■ **Action item**
Copy out each line of the data that holds the word "green".

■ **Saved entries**
· · · ·

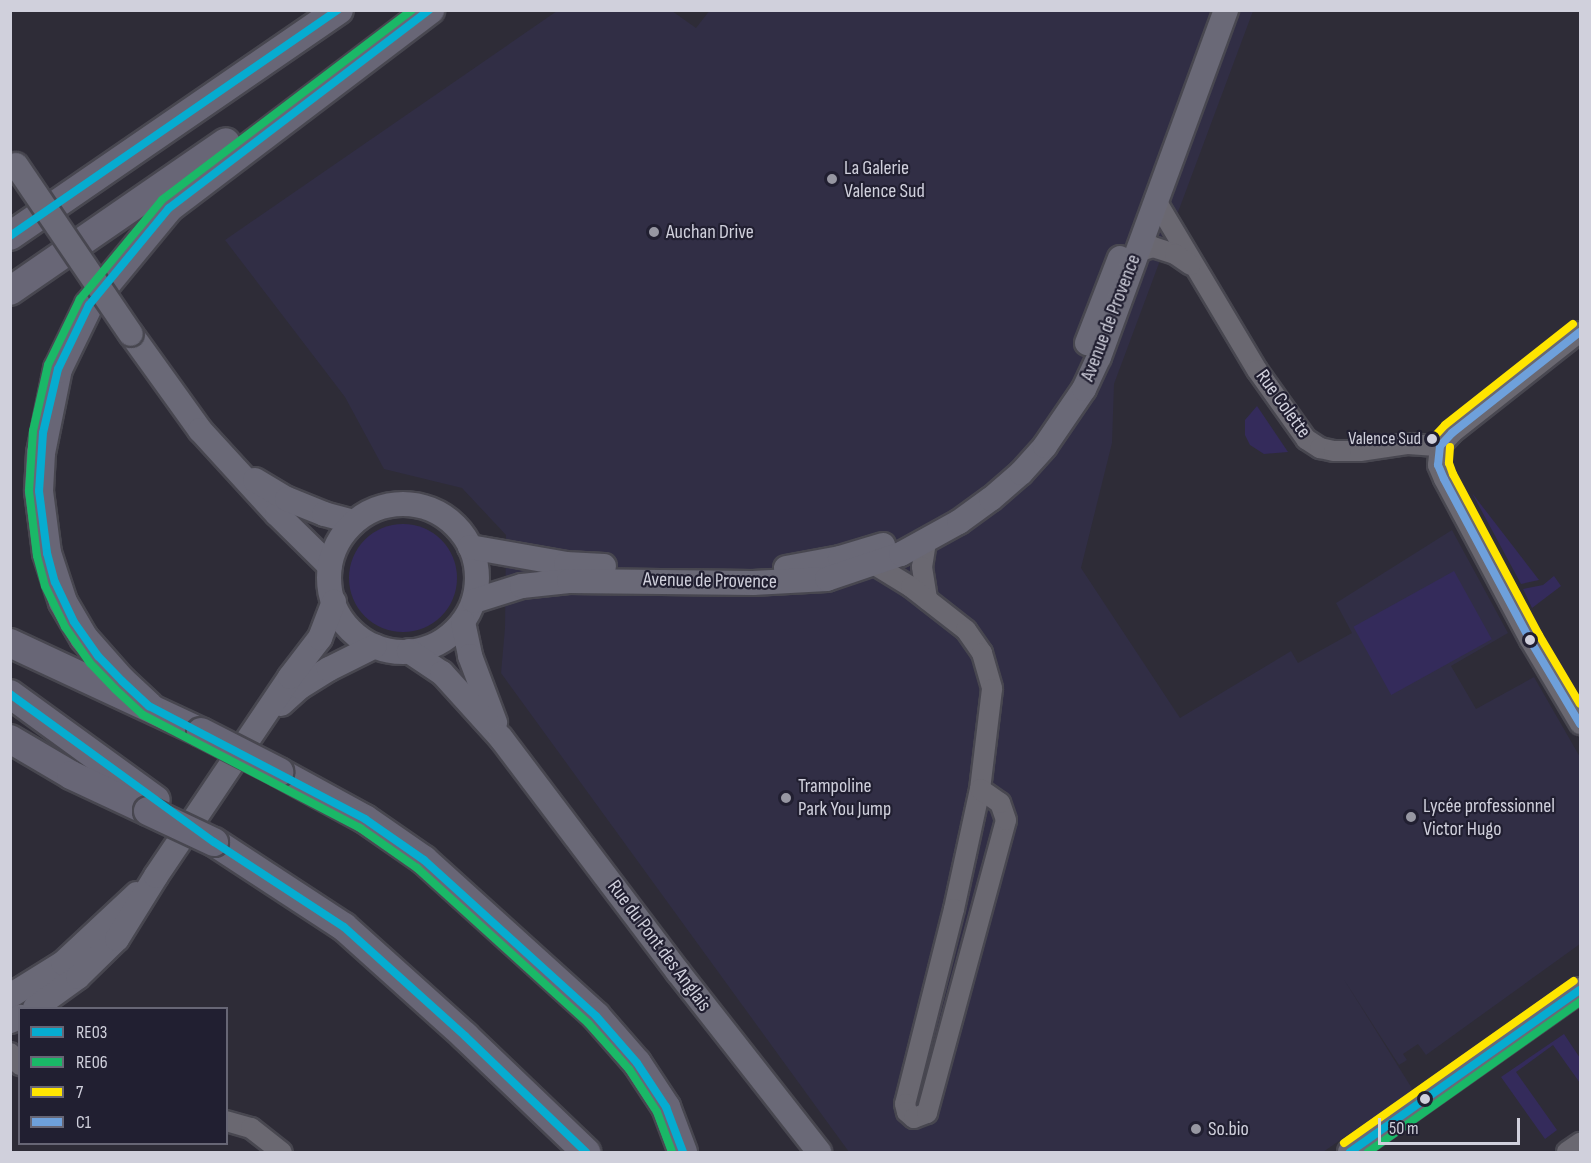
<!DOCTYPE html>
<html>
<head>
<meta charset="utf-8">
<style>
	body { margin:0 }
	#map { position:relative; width:1591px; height:1163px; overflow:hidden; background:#2e2c37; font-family:"Sofia Sans Condensed",sans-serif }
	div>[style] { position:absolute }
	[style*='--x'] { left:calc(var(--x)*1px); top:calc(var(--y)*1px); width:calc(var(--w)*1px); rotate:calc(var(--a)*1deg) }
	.built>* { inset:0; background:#312e45 }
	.green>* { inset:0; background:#342b5b; transform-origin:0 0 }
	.round { border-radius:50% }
	.roads { filter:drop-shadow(2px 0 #484750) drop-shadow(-2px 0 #484750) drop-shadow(0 2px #484750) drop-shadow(0 -2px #484750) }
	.minor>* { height:20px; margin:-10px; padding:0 10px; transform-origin:10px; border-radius:10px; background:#6a6871 }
	.major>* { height:24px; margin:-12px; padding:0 12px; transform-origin:12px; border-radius:12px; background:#6a6977 }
	.major>.ring { margin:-12px; padding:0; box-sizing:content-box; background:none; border:24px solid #6a6977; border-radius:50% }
	.highway>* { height:28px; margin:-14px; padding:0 14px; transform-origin:14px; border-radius:14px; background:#686676 }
	.bridges { filter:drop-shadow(2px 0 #484750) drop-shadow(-2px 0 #484750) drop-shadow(0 2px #484750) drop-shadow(0 -2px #484750) }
	.major-bridge>* { height:24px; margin:-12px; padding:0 12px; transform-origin:12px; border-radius:12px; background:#6a6977 }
	.highway-bridge>* { height:28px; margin:-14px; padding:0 14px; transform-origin:14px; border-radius:14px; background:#686676 }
	.bus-1>* { height:8px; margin:-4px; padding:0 4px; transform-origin:4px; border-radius:4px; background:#06acd0 }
	.bus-2>* { height:8px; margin:-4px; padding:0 4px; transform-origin:4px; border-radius:4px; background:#1ab867 }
	.bus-3>* { height:8px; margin:-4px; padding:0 4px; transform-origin:4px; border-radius:4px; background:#ffe500 }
	.bus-4>* { height:8px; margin:-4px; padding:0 4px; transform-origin:4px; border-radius:4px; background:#6ea0db }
	.dots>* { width:16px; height:16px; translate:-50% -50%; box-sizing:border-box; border:3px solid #211f31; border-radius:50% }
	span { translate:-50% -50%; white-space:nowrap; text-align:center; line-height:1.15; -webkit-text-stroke:4.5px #211f31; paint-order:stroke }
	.bus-label { font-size:18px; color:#d0d0dc }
	.right { translate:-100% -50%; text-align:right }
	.poi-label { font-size:20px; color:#d0d0dc }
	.left { translate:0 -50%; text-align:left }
	.street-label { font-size:20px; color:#d0d0dc }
	.frame { position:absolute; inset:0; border:12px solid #d0d0dc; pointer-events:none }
	.legend { position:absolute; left:18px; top:1007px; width:210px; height:138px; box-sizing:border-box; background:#211f31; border:2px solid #676675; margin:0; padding:8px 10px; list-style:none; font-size:18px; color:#d0d0dc }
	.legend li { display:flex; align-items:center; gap:12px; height:30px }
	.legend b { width:30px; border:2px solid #676675 }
	.scale { position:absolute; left:1378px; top:1118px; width:142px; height:27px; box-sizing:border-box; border:3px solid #d0d0dc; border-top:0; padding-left:8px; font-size:18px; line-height:21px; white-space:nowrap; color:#d0d0dc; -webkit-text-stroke:4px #211f31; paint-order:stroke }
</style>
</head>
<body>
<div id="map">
	<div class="built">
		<div style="clip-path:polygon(710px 10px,1253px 11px,1114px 384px,1112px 443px,1081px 568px,1180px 718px,1291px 651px,1298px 663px,1352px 633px,1336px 603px,1452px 530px,1508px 633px,1451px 666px,1476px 709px,1534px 677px,1580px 757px,1580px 944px,1426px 1055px,1418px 1044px,1403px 1054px,1407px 1060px,1399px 1065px,1343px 978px,1413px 1090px,1323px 1152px,849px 1152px,501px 673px,505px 628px,506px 535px,462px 488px,384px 469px,345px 397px,225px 240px,557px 11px,672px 11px,696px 28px)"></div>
	</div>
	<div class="green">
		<div style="clip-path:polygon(1257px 406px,1288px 452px,1264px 454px,1250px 445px,1245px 435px,1245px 420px)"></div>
		<div style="clip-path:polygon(1472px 493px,1539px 580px,1521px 584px)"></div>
		<div class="round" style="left:349px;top:524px;width:108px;height:108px"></div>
		<div style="left:1454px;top:571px;width:78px;height:115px;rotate:61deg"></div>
		<div style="clip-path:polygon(1554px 576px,1561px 586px,1532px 608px,1523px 589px,1543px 585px)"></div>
		<div style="clip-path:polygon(1564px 1034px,1580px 1058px,1580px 1083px,1553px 1045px,1516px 1072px,1557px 1130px,1545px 1139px,1501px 1077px)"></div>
	</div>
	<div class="roads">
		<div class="minor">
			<div style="--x:1155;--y:199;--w:199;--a:59.2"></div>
			<div style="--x:1257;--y:370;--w:85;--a:54.6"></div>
			<div style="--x:1306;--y:439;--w:17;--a:33"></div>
			<div style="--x:1320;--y:448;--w:14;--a:12"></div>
			<div style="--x:1334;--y:451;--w:26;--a:0"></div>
			<div style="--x:1360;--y:451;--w:49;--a:-8.3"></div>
			<div style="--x:1408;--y:444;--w:32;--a:4"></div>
			<div style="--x:1137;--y:252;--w:17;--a:-17"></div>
			<div style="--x:1153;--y:247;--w:23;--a:18"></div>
			<div style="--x:1175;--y:254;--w:19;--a:35"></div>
			<div style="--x:1440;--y:446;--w:19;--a:96"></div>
			<div style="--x:1438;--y:465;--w:15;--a:67"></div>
			<div style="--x:1444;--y:479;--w:183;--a:61.9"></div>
			<div style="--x:1530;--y:640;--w:98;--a:59.2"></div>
			<div style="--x:1440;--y:446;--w:18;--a:-47"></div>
			<div style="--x:1452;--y:433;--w:163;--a:-38.3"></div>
			<div style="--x:926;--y:542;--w:25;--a:99"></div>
			<div style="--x:922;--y:567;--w:33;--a:81"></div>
			<div style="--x:875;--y:565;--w:42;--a:31.4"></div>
			<div style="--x:911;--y:587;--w:70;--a:38"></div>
			<div style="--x:966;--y:630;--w:28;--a:55"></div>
			<div style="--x:982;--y:653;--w:37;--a:74"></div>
			<div style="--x:992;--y:689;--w:101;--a:96.8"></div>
			<div style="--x:980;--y:789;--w:123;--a:102.2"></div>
			<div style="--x:954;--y:909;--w:201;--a:104.1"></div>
			<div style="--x:905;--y:1104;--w:8;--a:76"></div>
			<div style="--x:907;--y:1112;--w:9;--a:41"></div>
			<div style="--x:914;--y:1118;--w:14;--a:-21"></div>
			<div style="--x:927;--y:1113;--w:303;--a:-74.9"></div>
			<div style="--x:1006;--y:820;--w:18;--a:-109"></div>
			<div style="--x:1000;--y:803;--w:24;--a:-145"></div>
			<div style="--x:10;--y:1053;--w:16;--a:50"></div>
			<div style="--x:226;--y:1121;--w:26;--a:16"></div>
			<div style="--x:251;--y:1128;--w:39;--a:38"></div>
			<div style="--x:1567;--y:1152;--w:16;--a:-35"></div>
		</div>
		<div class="major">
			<div style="--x:131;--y:334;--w:118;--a:54.3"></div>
			<div style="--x:200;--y:430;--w:114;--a:47.5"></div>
			<div style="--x:277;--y:514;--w:74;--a:44.5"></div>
			<div style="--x:1087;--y:343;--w:91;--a:-68.8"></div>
			<div style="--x:255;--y:480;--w:37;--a:31"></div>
			<div style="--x:287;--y:499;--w:40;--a:22"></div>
			<div style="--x:324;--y:514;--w:31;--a:15"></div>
			<div class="ring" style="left:329px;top:504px;width:124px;height:124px"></div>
			<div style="--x:470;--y:547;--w:97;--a:10"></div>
			<div style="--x:566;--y:564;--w:38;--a:3"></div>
			<div style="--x:786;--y:568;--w:55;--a:-10.5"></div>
			<div style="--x:840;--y:558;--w:45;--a:-16.8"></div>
			<div style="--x:474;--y:601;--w:50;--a:-17.4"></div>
			<div style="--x:522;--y:586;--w:47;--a:-6.1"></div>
			<div style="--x:569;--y:581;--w:184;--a:0.6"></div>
			<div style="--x:753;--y:583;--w:74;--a:-3.1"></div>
			<div style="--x:827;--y:579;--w:78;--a:-18.7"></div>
			<div style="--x:901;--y:554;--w:66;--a:-28.9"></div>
			<div style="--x:959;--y:522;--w:39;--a:-36"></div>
			<div style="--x:991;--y:499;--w:40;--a:-41"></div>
			<div style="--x:1021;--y:473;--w:36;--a:-48"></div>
			<div style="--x:1045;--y:446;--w:69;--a:-55.6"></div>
			<div style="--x:1084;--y:389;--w:35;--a:-65"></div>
			<div style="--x:1099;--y:357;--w:370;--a:-69.9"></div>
			<div style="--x:463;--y:622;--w:35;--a:78"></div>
			<div style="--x:470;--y:656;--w:71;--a:69.3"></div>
			<div style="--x:409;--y:651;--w:40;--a:34"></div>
			<div style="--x:442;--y:673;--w:88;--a:47.8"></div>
			<div style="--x:501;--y:738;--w:293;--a:52.9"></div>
			<div style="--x:678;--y:972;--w:229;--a:51.9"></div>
			<div style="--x:281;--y:704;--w:25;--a:-42"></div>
			<div style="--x:300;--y:687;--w:34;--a:-32"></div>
			<div style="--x:329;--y:669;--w:51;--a:-26.6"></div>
			<div style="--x:10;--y:996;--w:62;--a:-31.9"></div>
			<div style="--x:63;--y:963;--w:101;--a:-43"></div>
			<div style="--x:35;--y:1008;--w:53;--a:-35.8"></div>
			<div style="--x:78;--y:977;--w:54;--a:-44.3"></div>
			<div style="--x:117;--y:939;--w:74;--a:-58.2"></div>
			<div style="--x:156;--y:876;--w:240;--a:-56"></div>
			<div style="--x:290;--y:677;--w:49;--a:-52.4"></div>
			<div style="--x:320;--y:638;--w:39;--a:-69"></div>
			<div style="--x:10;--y:1021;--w:11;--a:-22"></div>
			<div style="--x:1350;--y:1152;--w:281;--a:-35.2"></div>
		</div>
		<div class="highway">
			<div style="--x:10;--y:236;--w:399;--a:-34.5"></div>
			<div style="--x:10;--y:291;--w:262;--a:-34.6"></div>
			<div style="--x:10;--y:643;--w:211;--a:25"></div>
			<div style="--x:10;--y:694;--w:180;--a:36"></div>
			<div style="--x:149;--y:706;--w:37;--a:-137"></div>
			<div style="--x:122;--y:681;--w:57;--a:-131.5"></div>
			<div style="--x:84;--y:638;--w:42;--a:-120.3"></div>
			<div style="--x:63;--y:602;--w:52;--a:-108.1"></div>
			<div style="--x:47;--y:553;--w:63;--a:-97.4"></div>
			<div style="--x:39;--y:491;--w:38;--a:-87"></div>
			<div style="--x:41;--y:453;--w:86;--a:-78.6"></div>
			<div style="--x:58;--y:369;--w:71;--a:-64.2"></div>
			<div style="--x:89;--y:305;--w:126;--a:-50.5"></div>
			<div style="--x:169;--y:208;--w:328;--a:-37.2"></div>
			<div style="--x:10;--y:739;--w:71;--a:30.5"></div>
			<div style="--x:71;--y:775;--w:85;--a:25.1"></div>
			<div style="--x:279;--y:772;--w:98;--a:28.7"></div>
			<div style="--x:365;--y:819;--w:72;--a:34.8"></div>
			<div style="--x:424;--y:860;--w:232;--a:42.2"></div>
			<div style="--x:596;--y:1016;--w:62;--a:48.9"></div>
			<div style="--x:637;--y:1063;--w:53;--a:56.6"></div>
			<div style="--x:666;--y:1107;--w:48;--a:69.3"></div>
			<div style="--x:214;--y:842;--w:155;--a:33.2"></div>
			<div style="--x:344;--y:927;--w:163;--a:42"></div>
			<div style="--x:465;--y:1036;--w:168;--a:43.8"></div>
		</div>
	</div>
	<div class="bridges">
		<div class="major-bridge">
			<div style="--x:16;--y:165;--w:204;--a:55.8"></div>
		</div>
		<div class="highway-bridge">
			<div style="--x:201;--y:732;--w:88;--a:27.1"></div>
			<div style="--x:148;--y:811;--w:73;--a:25.2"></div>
		</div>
	</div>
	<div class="bus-1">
		<div style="--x:429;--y:10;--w:327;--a:142.7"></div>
		<div style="--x:169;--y:208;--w:126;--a:129.5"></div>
		<div style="--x:89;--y:305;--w:71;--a:115.8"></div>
		<div style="--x:58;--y:369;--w:66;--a:103.2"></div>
		<div style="--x:43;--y:433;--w:58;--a:93.9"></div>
		<div style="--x:39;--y:491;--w:63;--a:82.6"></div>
		<div style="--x:47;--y:553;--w:30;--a:75"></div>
		<div style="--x:55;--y:582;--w:44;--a:64.6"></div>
		<div style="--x:74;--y:622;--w:42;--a:54.8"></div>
		<div style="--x:98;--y:656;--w:35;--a:46"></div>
		<div style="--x:122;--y:681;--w:37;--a:43"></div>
		<div style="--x:149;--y:706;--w:244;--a:27.6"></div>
		<div style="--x:365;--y:819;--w:72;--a:34.8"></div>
		<div style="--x:424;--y:860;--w:232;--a:42.2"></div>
		<div style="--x:596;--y:1016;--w:62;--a:48.9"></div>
		<div style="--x:637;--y:1063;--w:53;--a:56.6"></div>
		<div style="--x:666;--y:1107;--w:48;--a:69.3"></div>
		<div style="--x:10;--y:236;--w:398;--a:-34.6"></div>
		<div style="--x:10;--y:694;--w:252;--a:36"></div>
		<div style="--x:214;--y:842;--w:155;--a:33.2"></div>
		<div style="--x:344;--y:927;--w:163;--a:42"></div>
		<div style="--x:465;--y:1036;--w:168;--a:43.8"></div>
		<div style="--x:1350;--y:1152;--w:281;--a:-35.2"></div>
	</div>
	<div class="bus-2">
		<div style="--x:412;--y:10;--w:314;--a:142.8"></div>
		<div style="--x:162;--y:200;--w:129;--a:129.6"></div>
		<div style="--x:80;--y:299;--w:73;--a:115.9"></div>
		<div style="--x:48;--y:365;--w:68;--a:102.8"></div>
		<div style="--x:33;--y:431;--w:60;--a:93.8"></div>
		<div style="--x:29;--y:491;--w:65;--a:83"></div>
		<div style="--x:37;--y:556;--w:31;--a:75"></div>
		<div style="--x:45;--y:586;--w:46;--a:64"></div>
		<div style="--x:65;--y:627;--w:44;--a:55.2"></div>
		<div style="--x:90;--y:663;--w:36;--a:46"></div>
		<div style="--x:115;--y:689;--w:38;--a:43"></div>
		<div style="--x:143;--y:715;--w:245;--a:27.5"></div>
		<div style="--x:360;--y:828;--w:70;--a:35.1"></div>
		<div style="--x:417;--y:868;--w:231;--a:42.2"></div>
		<div style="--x:588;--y:1023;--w:62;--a:48.3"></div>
		<div style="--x:629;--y:1069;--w:51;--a:56.9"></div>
		<div style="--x:657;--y:1112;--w:43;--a:69.4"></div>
		<div style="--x:1368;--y:1152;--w:260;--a:-35.3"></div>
	</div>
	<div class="bus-3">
		<div style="--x:1432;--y:439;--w:19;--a:-47"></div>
		<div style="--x:1445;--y:425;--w:163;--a:-38.3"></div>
		<div style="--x:1450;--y:447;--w:16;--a:94"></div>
		<div style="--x:1449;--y:463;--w:12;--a:70"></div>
		<div style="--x:1453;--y:474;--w:183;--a:61.9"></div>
		<div style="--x:1539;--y:635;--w:80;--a:59.3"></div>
		<div style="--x:1344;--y:1143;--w:281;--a:-35.2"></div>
	</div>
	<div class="bus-4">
		<div style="--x:1440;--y:446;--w:19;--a:96"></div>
		<div style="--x:1438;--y:465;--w:15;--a:67"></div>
		<div style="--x:1444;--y:479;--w:183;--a:61.9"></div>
		<div style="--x:1530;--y:640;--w:98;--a:59.2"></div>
		<div style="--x:1440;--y:446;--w:18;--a:-47"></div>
		<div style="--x:1452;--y:433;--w:163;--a:-38.3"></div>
	</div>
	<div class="dots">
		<div style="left:832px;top:179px;background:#9797a2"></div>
		<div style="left:654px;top:232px;background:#9797a2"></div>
		<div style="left:1432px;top:439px;background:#d0d0dc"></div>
		<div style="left:1530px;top:640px;background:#d0d0dc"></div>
		<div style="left:786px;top:798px;background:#9797a2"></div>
		<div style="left:1411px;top:817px;background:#9797a2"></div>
		<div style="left:1425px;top:1099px;background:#d0d0dc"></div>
		<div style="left:1196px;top:1129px;background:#9797a2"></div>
	</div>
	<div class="bus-label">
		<span class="right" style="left:1421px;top:439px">Valence Sud</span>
	</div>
	<div class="poi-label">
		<span class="left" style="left:844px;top:180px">La Galerie<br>Valence Sud</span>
		<span class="left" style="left:666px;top:232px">Auchan Drive</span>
		<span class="left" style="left:798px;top:798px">Trampoline<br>Park You Jump</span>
		<span class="left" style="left:1423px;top:818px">Lycée professionnel<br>Victor Hugo</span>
		<span class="left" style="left:1208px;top:1129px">So.bio</span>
	</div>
	<div class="street-label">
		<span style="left:1111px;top:318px;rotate:-69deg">Avenue de Provence</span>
		<span style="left:1283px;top:404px;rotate:54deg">Rue Colette</span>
		<span style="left:710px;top:581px;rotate:1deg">Avenue de Provence</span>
		<span style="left:659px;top:946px;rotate:53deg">Rue du Pont des Anglais</span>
	</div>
	<div class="frame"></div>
	<ul class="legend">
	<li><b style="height:8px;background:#06acd0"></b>RE03</li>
	<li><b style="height:8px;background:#1ab867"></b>RE06</li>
	<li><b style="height:8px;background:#ffe500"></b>7</li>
	<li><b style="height:8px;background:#6ea0db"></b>C1</li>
	</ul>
	<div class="scale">50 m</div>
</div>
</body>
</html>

· · · ·

■ **Solution to the problem**
	.green>* { inset:0; background:#342b5b; transform-origin:0 0 }
	<div class="green">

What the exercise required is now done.